What the task requires -
Search the listing below for "paths". Copy each matching line.

Entries provided -
------------------------------------------------------------

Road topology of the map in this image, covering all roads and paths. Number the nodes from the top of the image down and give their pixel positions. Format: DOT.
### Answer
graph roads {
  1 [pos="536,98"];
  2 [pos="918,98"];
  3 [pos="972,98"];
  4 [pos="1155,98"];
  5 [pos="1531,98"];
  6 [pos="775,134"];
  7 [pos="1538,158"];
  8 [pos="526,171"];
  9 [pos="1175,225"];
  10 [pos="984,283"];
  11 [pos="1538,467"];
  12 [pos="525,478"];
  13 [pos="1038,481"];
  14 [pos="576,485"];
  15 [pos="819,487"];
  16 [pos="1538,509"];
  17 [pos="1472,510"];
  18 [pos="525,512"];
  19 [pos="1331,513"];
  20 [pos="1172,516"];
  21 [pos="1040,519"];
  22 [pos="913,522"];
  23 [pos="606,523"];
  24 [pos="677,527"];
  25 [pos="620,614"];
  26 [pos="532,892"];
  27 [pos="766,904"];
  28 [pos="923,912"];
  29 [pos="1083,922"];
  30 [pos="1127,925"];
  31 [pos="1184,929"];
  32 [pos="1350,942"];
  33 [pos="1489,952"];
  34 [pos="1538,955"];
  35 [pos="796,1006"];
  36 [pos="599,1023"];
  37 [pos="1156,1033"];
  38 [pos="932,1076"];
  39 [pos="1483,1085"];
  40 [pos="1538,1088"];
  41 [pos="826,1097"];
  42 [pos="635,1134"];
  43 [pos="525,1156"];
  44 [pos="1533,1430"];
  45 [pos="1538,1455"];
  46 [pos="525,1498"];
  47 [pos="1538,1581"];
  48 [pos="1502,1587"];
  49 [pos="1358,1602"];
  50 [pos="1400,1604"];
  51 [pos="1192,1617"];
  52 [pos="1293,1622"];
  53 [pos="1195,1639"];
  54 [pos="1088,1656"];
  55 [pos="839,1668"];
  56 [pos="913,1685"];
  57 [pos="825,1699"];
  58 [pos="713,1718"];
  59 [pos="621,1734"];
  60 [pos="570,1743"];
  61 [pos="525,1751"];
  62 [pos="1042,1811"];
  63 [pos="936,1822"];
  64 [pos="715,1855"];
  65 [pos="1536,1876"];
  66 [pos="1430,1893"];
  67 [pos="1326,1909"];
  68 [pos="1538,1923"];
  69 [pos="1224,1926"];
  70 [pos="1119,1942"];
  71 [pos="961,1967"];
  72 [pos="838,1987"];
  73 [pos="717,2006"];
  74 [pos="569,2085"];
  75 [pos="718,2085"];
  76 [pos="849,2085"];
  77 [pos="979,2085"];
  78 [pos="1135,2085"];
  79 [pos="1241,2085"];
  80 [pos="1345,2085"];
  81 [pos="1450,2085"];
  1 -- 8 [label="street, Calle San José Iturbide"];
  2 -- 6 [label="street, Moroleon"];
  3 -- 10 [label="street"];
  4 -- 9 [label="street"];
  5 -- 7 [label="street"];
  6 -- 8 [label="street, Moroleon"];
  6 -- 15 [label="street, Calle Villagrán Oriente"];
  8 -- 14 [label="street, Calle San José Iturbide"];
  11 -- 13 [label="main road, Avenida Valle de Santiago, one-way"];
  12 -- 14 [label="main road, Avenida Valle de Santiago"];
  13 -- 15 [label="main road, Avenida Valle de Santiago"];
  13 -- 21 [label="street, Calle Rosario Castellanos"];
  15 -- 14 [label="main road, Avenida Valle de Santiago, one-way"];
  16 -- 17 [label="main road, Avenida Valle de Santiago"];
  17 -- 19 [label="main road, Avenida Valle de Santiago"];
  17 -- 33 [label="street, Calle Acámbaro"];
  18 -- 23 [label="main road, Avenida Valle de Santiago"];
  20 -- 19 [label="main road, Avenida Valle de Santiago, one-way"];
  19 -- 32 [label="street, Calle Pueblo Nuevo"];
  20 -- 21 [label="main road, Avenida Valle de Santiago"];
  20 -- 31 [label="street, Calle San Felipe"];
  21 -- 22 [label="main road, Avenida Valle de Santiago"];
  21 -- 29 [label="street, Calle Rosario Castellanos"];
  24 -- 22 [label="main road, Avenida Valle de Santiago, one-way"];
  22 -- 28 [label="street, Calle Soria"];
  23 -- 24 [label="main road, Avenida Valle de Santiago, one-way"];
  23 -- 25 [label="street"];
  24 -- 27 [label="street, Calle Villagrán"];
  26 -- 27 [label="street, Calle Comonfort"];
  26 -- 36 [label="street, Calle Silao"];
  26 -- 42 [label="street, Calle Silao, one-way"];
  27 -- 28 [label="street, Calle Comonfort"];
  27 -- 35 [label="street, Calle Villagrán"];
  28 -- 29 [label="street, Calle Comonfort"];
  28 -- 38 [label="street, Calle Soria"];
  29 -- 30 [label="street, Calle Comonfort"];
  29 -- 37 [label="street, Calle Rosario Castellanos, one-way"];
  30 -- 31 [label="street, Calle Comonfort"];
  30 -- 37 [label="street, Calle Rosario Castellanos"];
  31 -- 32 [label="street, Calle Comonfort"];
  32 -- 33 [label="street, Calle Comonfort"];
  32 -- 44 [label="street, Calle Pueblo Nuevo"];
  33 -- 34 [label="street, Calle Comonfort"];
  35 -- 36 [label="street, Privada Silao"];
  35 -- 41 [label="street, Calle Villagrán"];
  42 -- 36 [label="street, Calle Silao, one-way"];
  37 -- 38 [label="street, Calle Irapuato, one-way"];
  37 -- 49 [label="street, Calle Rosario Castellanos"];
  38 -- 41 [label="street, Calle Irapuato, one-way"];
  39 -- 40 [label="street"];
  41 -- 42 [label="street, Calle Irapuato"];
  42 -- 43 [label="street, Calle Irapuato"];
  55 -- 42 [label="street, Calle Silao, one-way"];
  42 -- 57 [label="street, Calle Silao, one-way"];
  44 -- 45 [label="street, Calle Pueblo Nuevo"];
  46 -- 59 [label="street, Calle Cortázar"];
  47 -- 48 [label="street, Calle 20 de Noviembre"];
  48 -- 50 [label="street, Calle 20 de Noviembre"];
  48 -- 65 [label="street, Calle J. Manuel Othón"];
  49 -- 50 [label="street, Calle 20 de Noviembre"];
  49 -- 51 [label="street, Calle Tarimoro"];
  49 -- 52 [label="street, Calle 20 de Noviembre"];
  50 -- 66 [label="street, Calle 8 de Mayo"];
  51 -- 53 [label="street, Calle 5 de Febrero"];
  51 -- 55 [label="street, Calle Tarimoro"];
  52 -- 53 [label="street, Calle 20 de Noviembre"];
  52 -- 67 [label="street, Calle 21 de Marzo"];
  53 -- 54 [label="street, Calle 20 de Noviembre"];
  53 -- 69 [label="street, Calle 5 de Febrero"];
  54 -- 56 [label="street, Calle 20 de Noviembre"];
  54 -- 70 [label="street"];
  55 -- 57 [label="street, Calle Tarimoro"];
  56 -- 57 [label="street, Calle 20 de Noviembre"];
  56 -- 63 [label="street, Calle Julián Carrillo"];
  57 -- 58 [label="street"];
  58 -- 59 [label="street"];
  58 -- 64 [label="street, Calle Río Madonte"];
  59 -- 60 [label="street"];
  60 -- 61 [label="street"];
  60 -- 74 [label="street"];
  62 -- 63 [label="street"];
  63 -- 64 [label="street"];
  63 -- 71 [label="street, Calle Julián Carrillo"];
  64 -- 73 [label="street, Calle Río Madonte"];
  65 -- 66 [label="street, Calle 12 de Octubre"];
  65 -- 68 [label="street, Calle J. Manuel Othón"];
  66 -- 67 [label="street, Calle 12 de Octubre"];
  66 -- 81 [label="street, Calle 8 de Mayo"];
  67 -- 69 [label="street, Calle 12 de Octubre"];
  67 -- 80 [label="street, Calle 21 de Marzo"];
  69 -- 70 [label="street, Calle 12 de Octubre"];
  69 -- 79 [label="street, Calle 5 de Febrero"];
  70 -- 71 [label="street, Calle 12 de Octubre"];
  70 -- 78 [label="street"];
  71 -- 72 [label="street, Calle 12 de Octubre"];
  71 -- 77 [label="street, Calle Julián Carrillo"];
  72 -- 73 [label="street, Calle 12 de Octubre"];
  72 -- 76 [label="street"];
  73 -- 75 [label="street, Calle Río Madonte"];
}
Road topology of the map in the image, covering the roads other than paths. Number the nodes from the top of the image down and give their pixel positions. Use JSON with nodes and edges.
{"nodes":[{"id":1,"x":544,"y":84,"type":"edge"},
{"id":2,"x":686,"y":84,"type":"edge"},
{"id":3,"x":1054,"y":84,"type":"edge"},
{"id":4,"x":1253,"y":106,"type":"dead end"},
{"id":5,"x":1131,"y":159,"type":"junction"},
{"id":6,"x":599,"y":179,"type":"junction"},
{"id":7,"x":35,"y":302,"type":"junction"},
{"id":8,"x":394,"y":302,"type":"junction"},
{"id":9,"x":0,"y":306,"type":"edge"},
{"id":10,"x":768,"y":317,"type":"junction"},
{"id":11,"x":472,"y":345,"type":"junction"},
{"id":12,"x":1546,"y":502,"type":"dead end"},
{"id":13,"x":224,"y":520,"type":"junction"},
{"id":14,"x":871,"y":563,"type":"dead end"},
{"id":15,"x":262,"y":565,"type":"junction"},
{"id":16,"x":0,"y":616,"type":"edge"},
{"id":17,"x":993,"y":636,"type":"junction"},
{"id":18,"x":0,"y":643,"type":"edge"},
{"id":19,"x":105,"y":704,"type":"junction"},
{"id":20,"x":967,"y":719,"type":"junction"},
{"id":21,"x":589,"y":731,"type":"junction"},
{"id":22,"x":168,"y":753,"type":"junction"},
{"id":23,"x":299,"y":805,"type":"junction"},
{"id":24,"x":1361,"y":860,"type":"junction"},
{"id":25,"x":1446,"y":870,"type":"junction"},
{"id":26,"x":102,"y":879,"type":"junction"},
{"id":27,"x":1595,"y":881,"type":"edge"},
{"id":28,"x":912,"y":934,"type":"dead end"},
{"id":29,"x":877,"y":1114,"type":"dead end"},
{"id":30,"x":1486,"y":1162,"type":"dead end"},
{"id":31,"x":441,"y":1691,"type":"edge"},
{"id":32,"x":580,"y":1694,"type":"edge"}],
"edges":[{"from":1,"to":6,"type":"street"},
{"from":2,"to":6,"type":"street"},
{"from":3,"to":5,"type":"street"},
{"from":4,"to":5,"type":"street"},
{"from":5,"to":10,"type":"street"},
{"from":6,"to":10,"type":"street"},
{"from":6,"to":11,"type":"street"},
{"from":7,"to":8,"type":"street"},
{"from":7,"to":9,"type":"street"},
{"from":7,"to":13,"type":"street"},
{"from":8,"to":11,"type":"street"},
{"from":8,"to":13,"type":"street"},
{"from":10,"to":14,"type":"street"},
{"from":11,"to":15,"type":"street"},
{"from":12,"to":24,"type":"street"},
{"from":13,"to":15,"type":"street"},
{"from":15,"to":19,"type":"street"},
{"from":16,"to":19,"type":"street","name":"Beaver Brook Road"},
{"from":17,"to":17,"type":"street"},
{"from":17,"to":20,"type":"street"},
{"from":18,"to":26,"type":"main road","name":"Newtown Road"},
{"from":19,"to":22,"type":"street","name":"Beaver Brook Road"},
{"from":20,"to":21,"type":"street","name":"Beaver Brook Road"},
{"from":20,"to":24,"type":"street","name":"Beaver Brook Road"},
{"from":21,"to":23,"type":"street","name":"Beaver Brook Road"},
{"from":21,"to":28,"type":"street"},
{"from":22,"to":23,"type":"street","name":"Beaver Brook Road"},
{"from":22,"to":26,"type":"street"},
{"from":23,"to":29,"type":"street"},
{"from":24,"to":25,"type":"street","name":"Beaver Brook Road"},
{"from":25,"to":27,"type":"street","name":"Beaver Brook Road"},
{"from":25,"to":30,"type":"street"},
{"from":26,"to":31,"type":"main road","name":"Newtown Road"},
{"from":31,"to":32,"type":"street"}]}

------------------------------------------------------------

Answer for this exercise -
Road topology of the map in this image, covering all roads and paths. Number the nodes from the top of the image down and give their pixel positions. Format: DOT.
Road topology of the map in the image, covering the roads other than paths. Number the nodes from the top of the image down and give their pixel positions. Use JSON with nodes and edges.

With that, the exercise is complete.